Tournant la tête, j'aperçus un homme imposant, les cheveux noirs de jais, un rictus mauvais sur le visage.
-Bonjour Lucas, articula Antoine d'une voix glaciale.
Son bras était vissé autour de ma taille et si sa prise était un tantinet plus forte, il me ferait mal.
-Tiens, si ce n'est pas la vermine qui se prend pour une Luna, cracha Camille. Tu ne t'es pas encore roulé dans ton trou comme l'asticot que tu es ?
Je pris une grande inspiration et cessai de trembler. Je relevais les épaules. Je restais silencieuse, mais je gardais la tête bien haute. Son attitude ne m'est pas inconnue, je sais bien que quoique je fasse, elle en profitera pour me rabaisser.

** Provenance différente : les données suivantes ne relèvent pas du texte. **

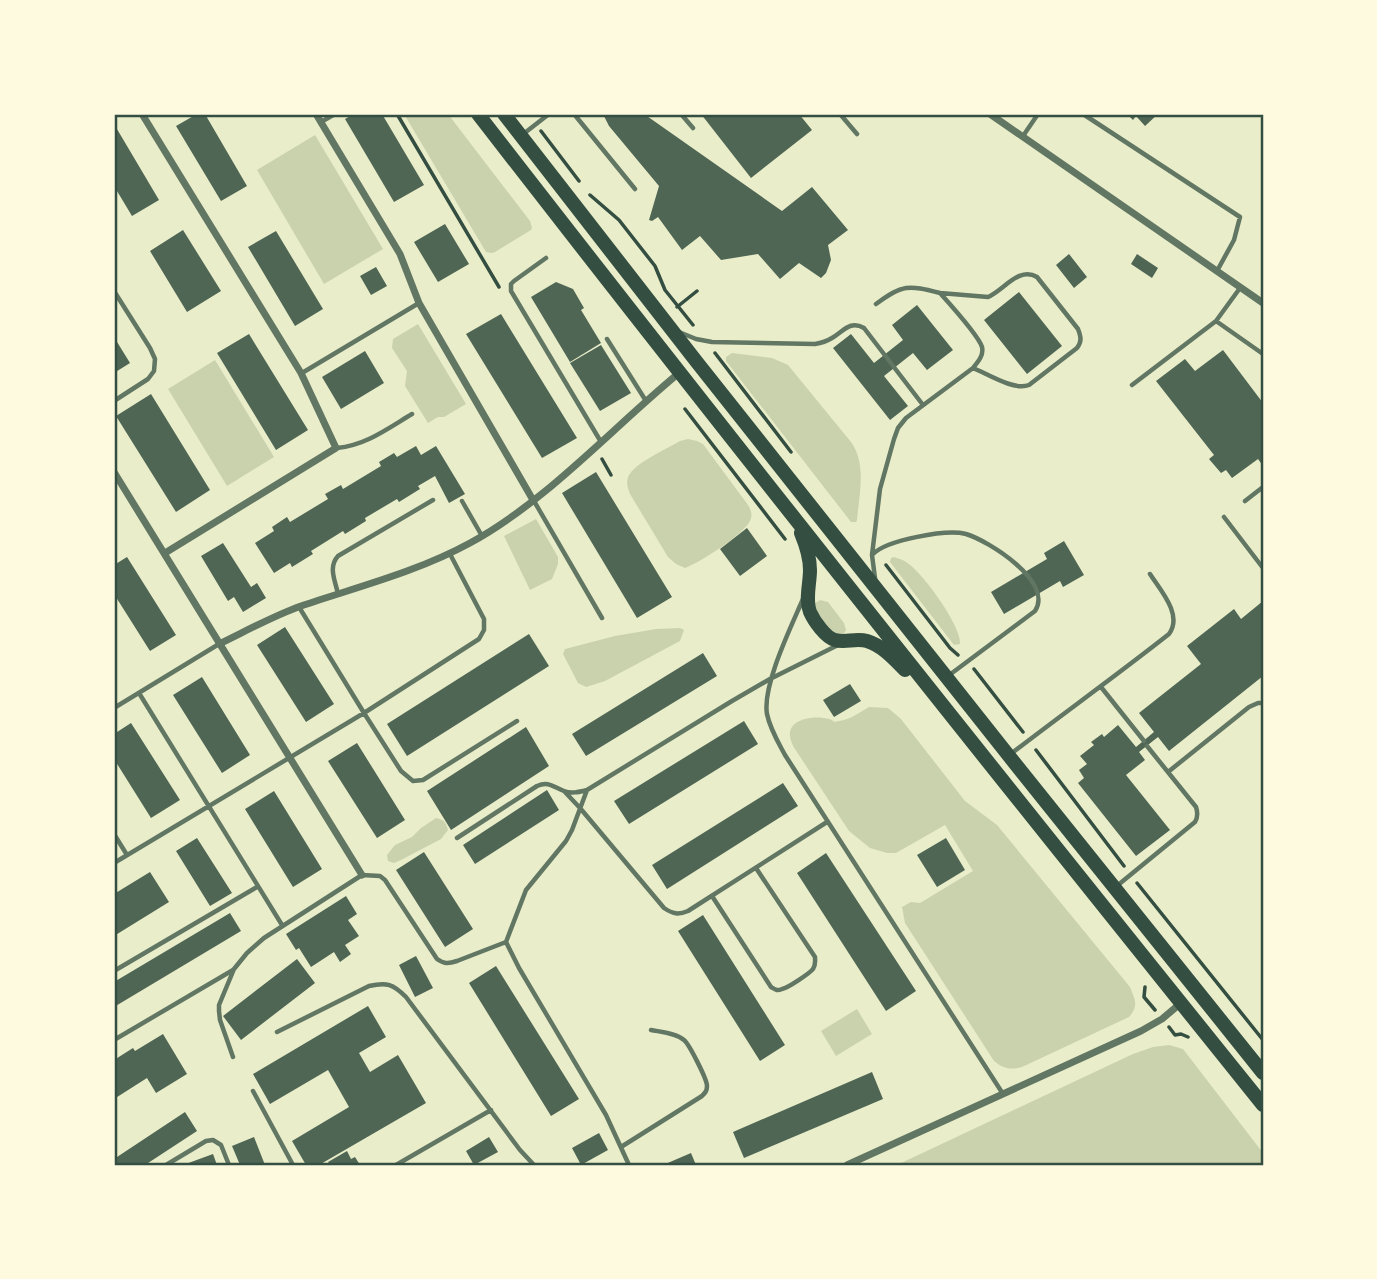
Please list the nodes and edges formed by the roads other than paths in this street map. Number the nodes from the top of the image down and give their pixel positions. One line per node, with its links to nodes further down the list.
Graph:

-Si tu parles ainsi à Joamy une seule fois de plus, tu peux dire adieu à ta place dans cette meute, siffla Antoine. Je te rappelle que, malgré tout ce que tu pourras dire, elle est plus haut que toi dans la hiérarchie. Espèce d'imbécile.
Le dos de Camille se raidit sous l'insulte.
-Si je suis une imbécile, je me demande ce qu'est cette ordure... Une demeurée ?
Antoine grogna et s'avança, menaçant, mais je lui attrapai le coude in extremis.
-Non, laisse-la dire ce qu'elle veut. Si ça peut la consoler d'être la compagne d'un simple delta toute sa vie, pris-je la parole à l'étonnement de tous.
Les yeux de Lucas jaunirent sous la colère que lui amenait mes paroles.
-Espèce de... rugit l'interpellée.
-Peut importe ce qu'en pense Joamy, je peux te jurer que si tu termines ta phrase, tu peux dire adieu à ton foyer si douillet ici. 
Camille l'ignora et commença à avancer vers moi.
-Comment oses-tu me parler ainsi ? gronda-t-elle.
-Je te retourne la question. Comment oses-tu parler ainsi à ta Luna ? ai-je joué sur son point sensible. L'ambition.
Camille grogna de frustration, puis partit en courant comme la lâche qu'elle est. Lucas ne tenta même pas d'excuser sa compagne, il partit sans même saluer son Alpha.

-Ça s'est bien passé, dis-je platement.
Antoine soupira.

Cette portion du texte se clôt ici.